# How long should it take to make a DVD in Toast



## JAGflyer (Jan 10, 2005)

I have an AVI file (about 750MB) when I drag it into Toast 8 to burn it encodes (best quality). This encoding (converting?) process takes a long time, about 1-1.5 hours if IIRC. Is this normal? I'm running a 2.2ghz MBP. I set it to burn the DVD at 4X speed since anything higher usually results in an error and therefore a coaster. (does anyone else experience this?)

Thanks


----------



## irontree (Oct 28, 2006)

If you think that's a long time many would disagree with you including myself who once used a lowly G3 to do the same job in around a weeks time


----------



## dona83 (Jun 26, 2005)

DVD Burning on an Intel Core 2 Duo is roughly real time or slightly better. You don't mention how long that 750MB AVI file is (1 hour? 2 hours?) It used to take 4 hours to burn an hour long DVD on my old iBook... real time burning is a blessing!


----------



## chas_m (Dec 2, 2007)

It's not the burning that's the problem, it's the conversion. Toast has to demux, convert each component, remux, THEN burn.

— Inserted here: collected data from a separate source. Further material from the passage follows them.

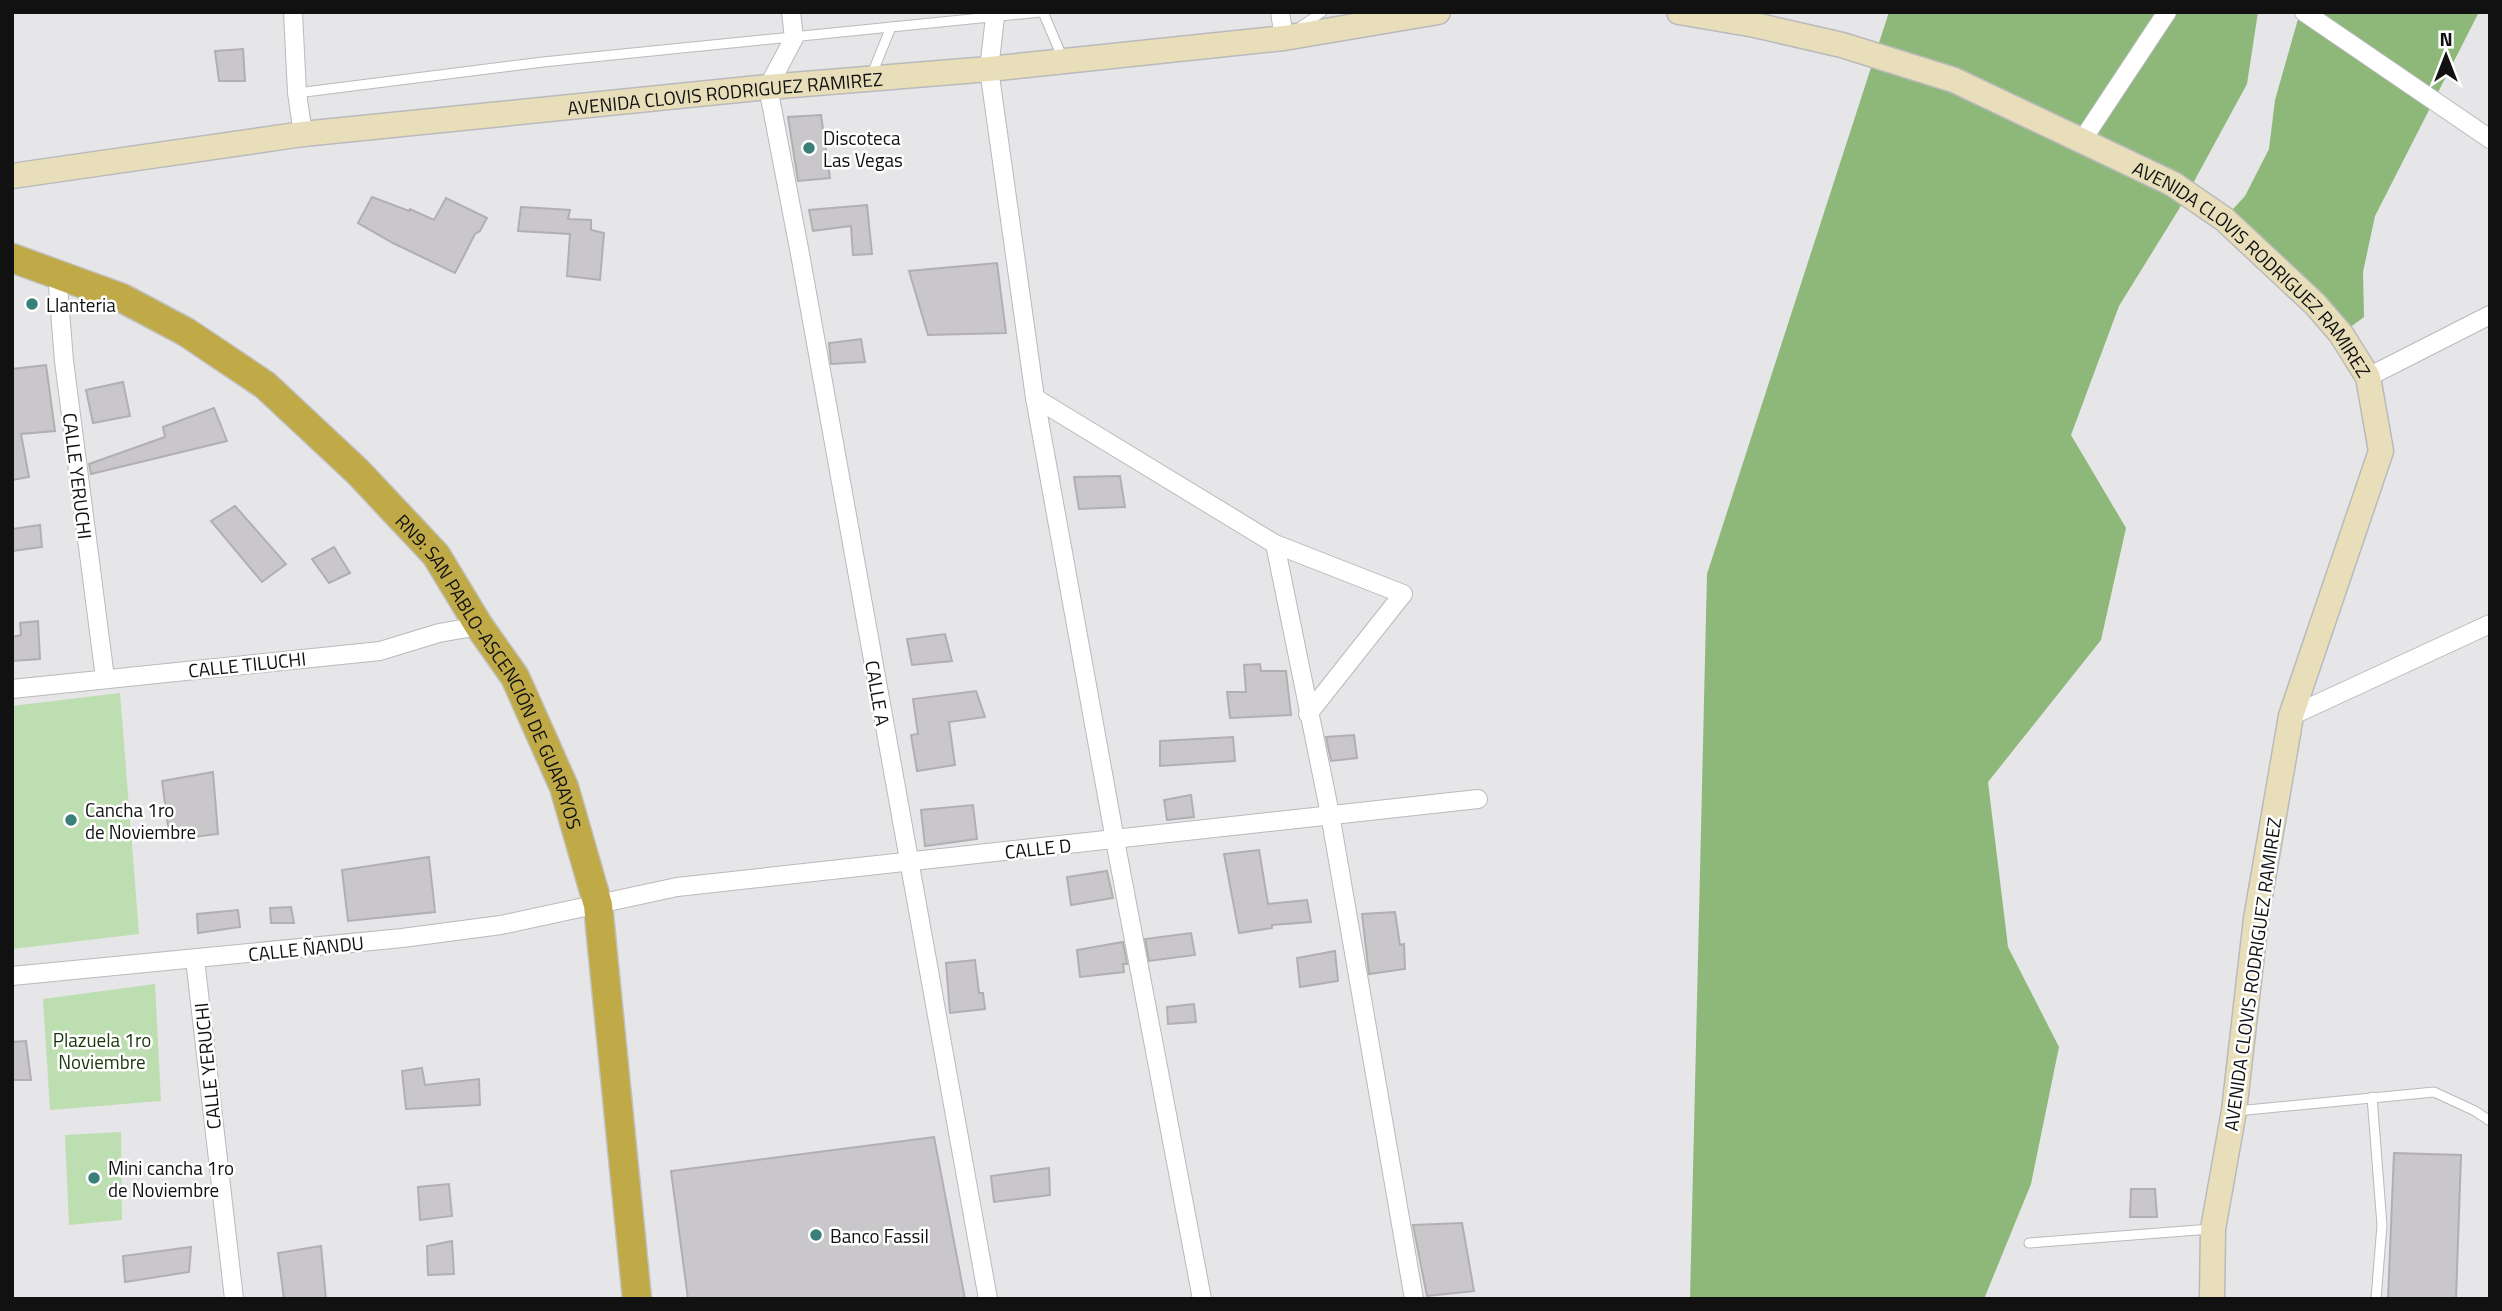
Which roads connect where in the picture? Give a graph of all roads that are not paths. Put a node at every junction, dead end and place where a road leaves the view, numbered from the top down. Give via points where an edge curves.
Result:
1 (293, 12) edge
2 (791, 12) edge
3 (1042, 12) edge
4 (1280, 12) edge
5 (1322, 12) edge
6 (1438, 12) edge
7 (1679, 12) edge
8 (2167, 12) edge
9 (2304, 12) edge
10 (995, 17) junction
11 (891, 27) junction
12 (794, 38) junction
13 (1284, 38) junction
14 (1064, 61) junction
15 (989, 69) junction
16 (871, 78) junction
17 (768, 87) junction
18 (297, 93) junction
19 (303, 134) junction
20 (2083, 139) junction
21 (2490, 139) edge
22 (12, 176) edge
23 (12, 258) edge
24 (57, 273) junction
25 (2490, 315) edge
26 (2368, 377) junction
27 (1035, 398) junction
28 (1275, 544) junction
29 (2490, 624) edge
30 (480, 626) junction
31 (105, 678) junction
32 (12, 689) edge
33 (1308, 714) junction
34 (2291, 716) junction
35 (1478, 799) dead end
36 (1329, 814) junction
37 (1115, 840) junction
38 (908, 862) junction
39 (598, 905) junction
40 (195, 959) junction
41 (12, 976) edge
42 (2372, 1097) junction
43 (2234, 1111) junction
44 (2490, 1121) edge
45 (2213, 1229) junction
46 (2029, 1243) dead end
47 (234, 1299) edge
48 (637, 1299) edge
49 (988, 1299) edge
50 (1202, 1299) edge
51 (1414, 1299) edge
52 (2212, 1299) edge
53 (2376, 1299) edge

1 - 18 street
2 - 12 street
3 - 10 lane
3 - 14 lane
4 - 13 street
5 - 13 lane
6 - 13 main road, AVENIDA CLOVIS RODRIGUEZ RAMIREZ
7 - 20 main road, AVENIDA CLOVIS RODRIGUEZ RAMIREZ via 1842,45 1954,80
8 - 20 street
9 - 21 street
10 - 11 lane
10 - 15 street
11 - 12 lane
11 - 16 lane
12 - 17 street
12 - 18 lane via 543,62
13 - 14 main road, AVENIDA CLOVIS RODRIGUEZ RAMIREZ
14 - 15 main road, AVENIDA CLOVIS RODRIGUEZ RAMIREZ
15 - 16 main road, AVENIDA CLOVIS RODRIGUEZ RAMIREZ
15 - 27 street
16 - 17 main road, AVENIDA CLOVIS RODRIGUEZ RAMIREZ
17 - 19 main road, AVENIDA CLOVIS RODRIGUEZ RAMIREZ
17 - 38 street, CALLE A
18 - 19 street
19 - 22 main road, AVENIDA CLOVIS RODRIGUEZ RAMIREZ
20 - 26 main road, AVENIDA CLOVIS RODRIGUEZ RAMIREZ via 2173,184 2224,219 2315,304
23 - 24 highway, RN9: SAN PABLO-ASCENCIÓN DE GUARAYOS
24 - 30 highway, RN9: SAN PABLO-ASCENCIÓN DE GUARAYOS via 122,298 175,326 265,385 358,472 436,555
24 - 31 street, CALLE YERUCHI
25 - 26 street
26 - 34 main road, AVENIDA CLOVIS RODRIGUEZ RAMIREZ via 2381,451
27 - 28 street
27 - 37 street
28 - 33 street
28 - 33 street via 1403,594
29 - 34 street
30 - 31 street, CALLE TILUCHI via 380,651
30 - 39 highway, RN9: SAN PABLO-ASCENCIÓN DE GUARAYOS via 515,677 564,787
31 - 32 street, CALLE TILUCHI
33 - 36 street
34 - 43 main road, AVENIDA CLOVIS RODRIGUEZ RAMIREZ via 2256,919
35 - 36 street, CALLE D
36 - 37 street, CALLE D
36 - 51 street
37 - 38 street, CALLE D
37 - 50 street
38 - 39 street, CALLE D via 677,887
38 - 49 street, CALLE A
39 - 40 street, CALLE ÑANDU via 415,937
39 - 48 highway, RN9: SAN PABLO-ASCENCIÓN DE GUARAYOS
40 - 41 street, CALLE ÑANDU
40 - 47 street, CALLE YERUCHI
42 - 43 lane
42 - 44 lane via 2434,1092
42 - 53 lane via 2382,1225
43 - 45 main road, AVENIDA CLOVIS RODRIGUEZ RAMIREZ
45 - 46 lane
45 - 52 main road, AVENIDA CLOVIS RODRIGUEZ RAMIREZ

1.5 hours sounds like it's doing a GREAT job, so I would say your machine and apps are behaving normally. If you'd like to save a LOT of time and effort, seek out a DVD player that can play DivX files burned straight to a data CD or DVD. No conversion necessary, and your time will go from 1.5 hours to a few minutes.


----------



## PosterBoy (Jan 22, 2002)

1.5 hours is pretty good. It takes my 3 year old PC as much as 4 hours to convert and burn 3 hours of video to a DVD.


----------



## irontree (Oct 28, 2006)

hey for better speeds use VisualHub to create a DVD image for you that you can just drag and drop onto toast.


----------



## hayesk (Mar 5, 2000)

It takes a long time because it must re-compress it into MPEG2 which is very CPU intensive. It's got nothing to do with the drive speed.

If you set it to burn a data DVD rather than a video DVD it will go much faster.


----------



## JAGflyer (Jan 10, 2005)

chas_m said:


> It's not the burning that's the problem, it's the conversion. Toast has to demux, convert each component, remux, THEN burn.
> 
> 1.5 hours sounds like it's doing a GREAT job, so I would say your machine and apps are behaving normally. If you'd like to save a LOT of time and effort, seek out a DVD player that can play DivX files burned straight to a data CD or DVD. No conversion necessary, and your time will go from 1.5 hours to a few minutes.


The DivX thing is a good idea and I have tried that but my DVD player at home (and the one I will take to my dorm in a week) doesn't play DivX. I want to buy a new DVD player (that will play DivX) and might just. Today I bought a new set of speakers for my desktop and the stores were mobbed. Maybe tomorrow I'll grab a DivX dvd player.

Another option was a video out cable from my MBP but then I have to worry about the audio out, etc.


----------



## krs (Mar 18, 2005)

irontree said:


> hey for better speeds use VisualHub to create a DVD image for you that you can just drag and drop onto toast.


Still takes hours on a 1.4 GHz G4; almost sounds like Toast might be faster.
I actually didn't realize Toast would do the conversion from MP4 to DVD or is that only the latest version of Toast that has that capability?


----------